Ces pillards avaient toujours sur leurs talons quelques porteurs de grands sacs, où ils enfouissaient le butin; mais au moment où Karl s'apprêtait à obéir au comte, celui-ci aperçut plus loin, étincelants dans l'herbe aux rayons du soleil levant, les autres vases d'or et d'argent, emportés de la villa épiscopale. Neroweg, faisant faire alors un grand bond à son cheval, s'écria:

--À moi ces trésors... remplis ton sac, Karl... appelle Rigomer, qu'il remplisse aussi le sien... À moi tous!...
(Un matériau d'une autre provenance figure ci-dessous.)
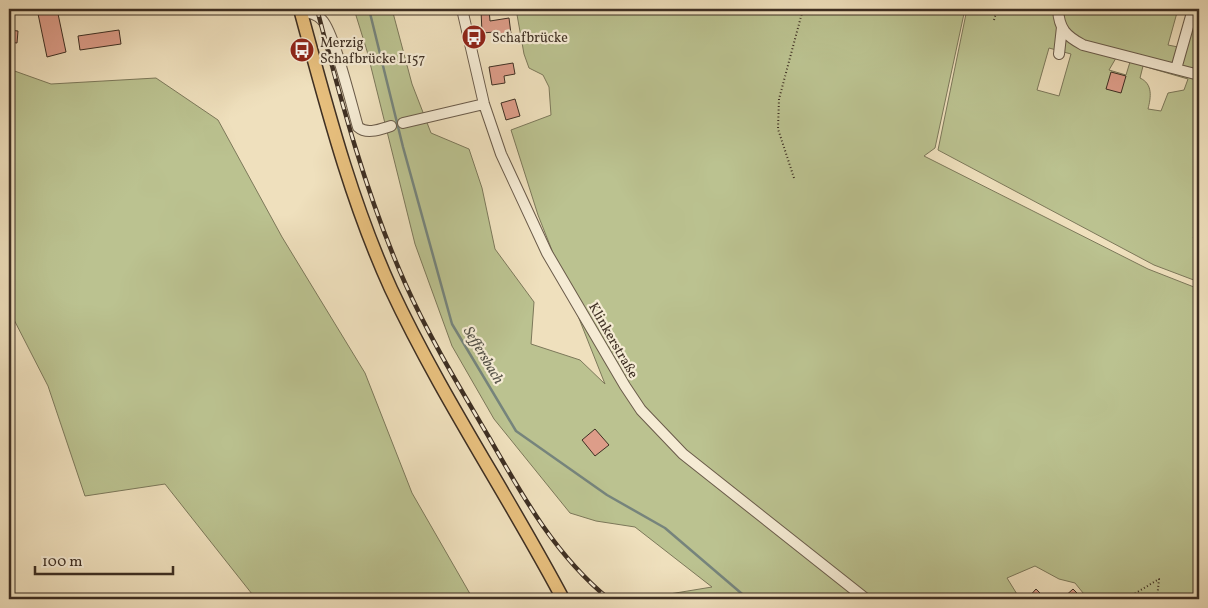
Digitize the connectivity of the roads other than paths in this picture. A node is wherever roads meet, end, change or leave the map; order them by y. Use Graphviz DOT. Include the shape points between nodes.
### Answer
graph roads {
  1 [pos="462,9"];
  2 [pos="1058,9"];
  3 [pos="1192,9"];
  4 [pos="301,10"];
  5 [pos="1062,27"];
  6 [pos="1059,54"];
  7 [pos="1176,69"];
  8 [pos="1199,76"];
  9 [pos="484,104"];
  10 [pos="403,123"];
  11 [pos="391,126"];
  12 [pos="563,599"];
  13 [pos="866,599"];
  1 -- 9 [label="street, Klinkerstraße"];
  2 -- 5 [label="street" via="1058,22"];
  3 -- 7 [label="street"];
  4 -- 11 [label="street" via="323,20 358,127 362,131 370,131"];
  4 -- 12 [label="main road" via="347,175 392,290 427,359"];
  5 -- 6 [label="street"];
  5 -- 7 [label="street" via="1069,37 1084,45"];
  7 -- 8 [label="street"];
  9 -- 10 [label="street"];
  9 -- 13 [label="street, Klinkerstraße" via="501,154 547,253 641,410 683,454"];
}
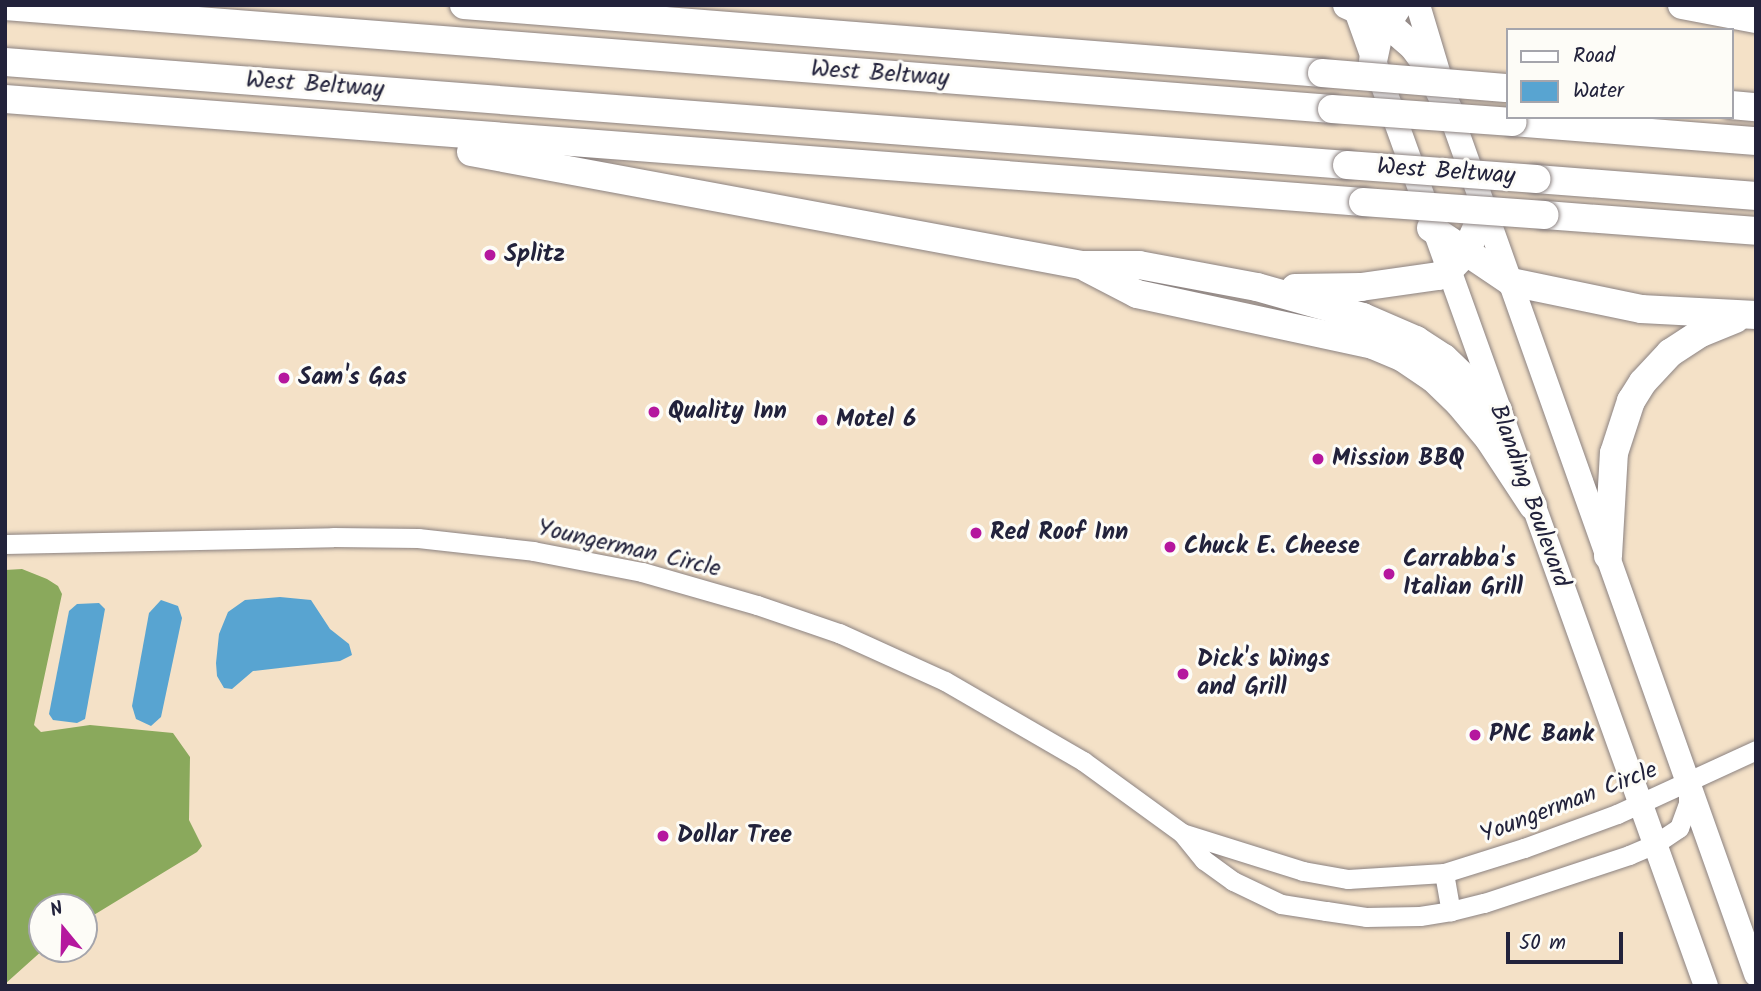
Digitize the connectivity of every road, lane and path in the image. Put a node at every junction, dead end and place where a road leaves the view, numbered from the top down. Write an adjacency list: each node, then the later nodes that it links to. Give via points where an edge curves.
1 (464, 5): 10 (highway, bridge)
2 (1418, 5): 14 (main road)
3 (1682, 5): 7 (highway)
4 (5, 6): 16 (highway, West Beltway, bridge)
5 (1352, 6): 6 (highway); 8 (main road)
6 (1392, 14): 8 (highway, via 1378,37); 14 (highway, via 1428,66)
7 (1756, 19)
8 (1373, 61): 19 (main road)
9 (5, 62): 17 (highway, West Beltway, bridge)
10 (1506, 88)
11 (5, 99): 15 (highway)
12 (1733, 105): 13 (highway)
13 (1756, 107)
14 (1451, 115): 18 (main road)
15 (411, 132): 20 (highway, bridge); 22 (highway, via 469,151)
16 (1756, 141)
17 (1756, 196)
18 (1485, 209): 21 (highway); 23 (main road)
19 (1431, 228): 21 (highway)
20 (1756, 231)
21 (1457, 262): 23 (highway); 24 (highway, via 1423,279 1361,286); 26 (main road, Blanding Boulevard)
22 (1081, 265): 24 (highway, via 1139,265); 27 (highway, via 1137,294 1373,345 1404,358 1459,404 1489,439)
23 (1511, 282): 25 (highway, via 1641,309); 29 (main road)
24 (1257, 287): 26 (highway, via 1363,317 1416,340 1454,366)
25 (1750, 315): 29 (highway, via 1701,333 1670,353 1631,401 1614,453)
26 (1498, 411): 27 (main road, Blanding Boulevard)
27 (1533, 506): 32 (main road, Blanding Boulevard)
28 (5, 544): 33 (street, Youngerman Circle, via 418,538 533,551 642,572 839,633 945,681 1070,752)
29 (1608, 556): 31 (main road)
30 (1756, 750): 31 (street)
31 (1688, 783): 32 (street, Youngerman Circle); 34 (street, Youngerman Circle, via 1688,803 1679,828); 37 (main road)
32 (1640, 804): 34 (main road, Blanding Boulevard); 35 (street, Youngerman Circle, via 1524,849)
33 (1182, 833): 35 (street, Youngerman Circle, via 1303,871 1348,879); 36 (street, Youngerman Circle, via 1204,860 1233,881 1281,904 1366,917)
34 (1655, 844): 36 (street, Youngerman Circle); 38 (main road, Blanding Boulevard)
35 (1444, 873): 36 (street)
36 (1451, 911)
37 (1756, 974)
38 (1706, 986)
--Non pas à toi seul... mais à nous!--s'écrièrent les leudes qui le suivaient;--à nous aussi ces richesses... Ne sommes-nous pas tes égaux?...
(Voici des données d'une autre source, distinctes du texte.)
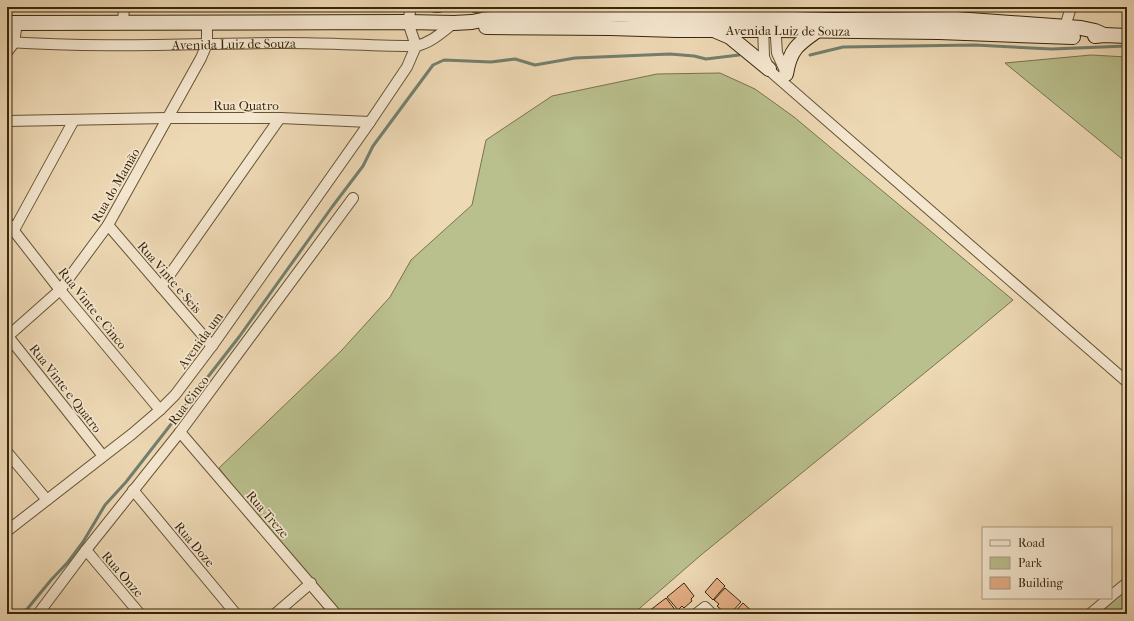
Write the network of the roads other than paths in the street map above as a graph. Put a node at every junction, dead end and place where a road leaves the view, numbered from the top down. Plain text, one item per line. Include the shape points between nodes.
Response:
1 (124, 7) edge
2 (411, 7) edge
3 (436, 7) edge
4 (439, 7) edge
5 (475, 7) edge
6 (678, 7) edge
7 (1071, 7) edge
8 (693, 13) edge
9 (12, 22) edge
10 (123, 22) junction
11 (207, 22) junction
12 (408, 22) junction
13 (472, 22) junction
14 (454, 24) junction
15 (769, 24) junction
16 (1065, 27) junction
17 (712, 29) junction
18 (818, 30) junction
19 (1104, 34) junction
20 (1127, 36) edge
21 (11, 42) edge
22 (207, 44) junction
23 (416, 46) junction
24 (7, 52) edge
25 (769, 69) junction
26 (786, 74) junction
27 (810, 105) junction
28 (167, 118) junction
29 (280, 118) junction
30 (74, 120) junction
31 (7, 121) edge
32 (370, 122) junction
33 (353, 198) dead end
34 (7, 222) edge
35 (108, 225) junction
36 (14, 230) junction
37 (161, 287) junction
38 (60, 290) junction
39 (7, 336) edge
40 (212, 346) junction
41 (1127, 382) edge
42 (160, 410) junction
43 (180, 432) junction
44 (7, 452) edge
45 (103, 456) junction
46 (133, 490) junction
47 (47, 500) junction
48 (7, 531) edge
49 (86, 550) junction
50 (311, 583) junction
51 (1127, 583) edge
52 (1112, 595) edge
53 (1108, 599) edge
54 (40, 613) edge
55 (140, 614) edge
56 (236, 614) edge
57 (275, 614) edge
58 (336, 614) edge
59 (696, 614) edge
60 (712, 614) edge
61 (1090, 614) edge

1 - 10 street
2 - 12 street
3 - 4 street
5 - 6 street
7 - 16 street
8 - 13 main road, Avenida Luiz de Souza via 571,14
8 - 15 main road, Avenida Luiz de Souza
9 - 10 main road, Avenida Luiz de Souza
9 - 21 street
10 - 11 main road, Avenida Luiz de Souza
11 - 12 main road, Avenida Luiz de Souza
11 - 22 street, Rua do Mamão
12 - 14 main road, Avenida Luiz de Souza
12 - 23 street
13 - 14 main road, Avenida Luiz de Souza
13 - 17 main road, Avenida Luiz de Souza via 486,27
14 - 23 street, Avenida Luiz de Souza via 433,39
15 - 16 main road, Avenida Luiz de Souza via 834,20 956,19
15 - 17 main road, Avenida Luiz de Souza
15 - 18 main road, Avenida Luiz de Souza
15 - 25 street via 764,57
15 - 26 street
16 - 19 main road, Avenida Luiz de Souza
17 - 25 main road via 730,37
18 - 19 main road, Avenida Luiz de Souza via 1077,37
18 - 26 main road via 796,47
19 - 20 main road, Avenida Luiz de Souza
21 - 22 street, Avenida Luiz de Souza via 105,45
21 - 24 street
22 - 23 street, Avenida Luiz de Souza
22 - 28 street, Rua do Mamão
23 - 32 street via 407,67
25 - 27 street
26 - 27 street
27 - 41 street
28 - 29 street, Rua Quatro
28 - 30 street, Rua Quatro
28 - 35 street, Rua do Mamão
29 - 32 street, Rua Quatro
29 - 37 street
30 - 31 street, Rua Quatro
30 - 36 street
32 - 40 street, Avenida um
33 - 43 street, Rua Cinco
34 - 36 street, Rua Vinte e Cinco
35 - 37 street, Rua Vinte e Seis
35 - 38 street, Rua do Mamão
36 - 38 street, Rua Vinte e Cinco
37 - 40 street, Rua Vinte e Seis
38 - 39 street, Rua do Mamão
38 - 42 street, Rua Vinte e Cinco
39 - 45 street, Rua Vinte e Quatro
40 - 42 street, Avenida um via 189,378
42 - 45 street, Avenida um
43 - 46 street, Rua Cinco
43 - 50 street, Rua Treze
44 - 47 street
45 - 47 street, Avenida um
46 - 49 street, Rua Cinco
46 - 56 street, Rua Doze
47 - 48 street, Avenida um
49 - 54 street, Rua Cinco
49 - 55 street, Rua Onze
50 - 57 street
50 - 58 street, Rua Treze
51 - 52 street
53 - 61 street
59 - 60 street via 705,607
--Égaux à la bataille... nous sommes égaux au partage du butin; n'oublie pas ceci, Neroweg...

--Souviens-toi qu'au pillage de Soissons, le grand roi Clovis lui-même... n'osa pas disputer un vase d'or à l'un de ses guerriers.

--À nous donc ces trésors comme à toi... et faisons à l'instant le partage...

Le comte n'osa pas résister aux réclamations des leudes, car ces guerriers, tout en reconnaissant un chef, traitaient toujours avec lui de pair à pair. Aussi plusieurs de ces pillards descendirent de cheval, convoitant des yeux les calices, les boîtes à Évangiles, les patènes, les coupes, les plats, les bassins et autres orfévreries d'or et d'argent... Déjà, se précipitant, se heurtant, ils allongeaient les mains vers ces richesses, lorsqu'une voix retentissante, qui semblait venir du ciel, s'écria:

--Arrêtez, sacrilèges! Dieu vous entend... Dieu vous voit!... Si vous osez porter une main impie sur les biens de l'Église, vous êtes damnés...

À cette voix, d'en haut, le comte Neroweg pâlit, trembla de tous ses membres, et tomba à genoux... Plusieurs leudes l'imitèrent, frappés de terreur.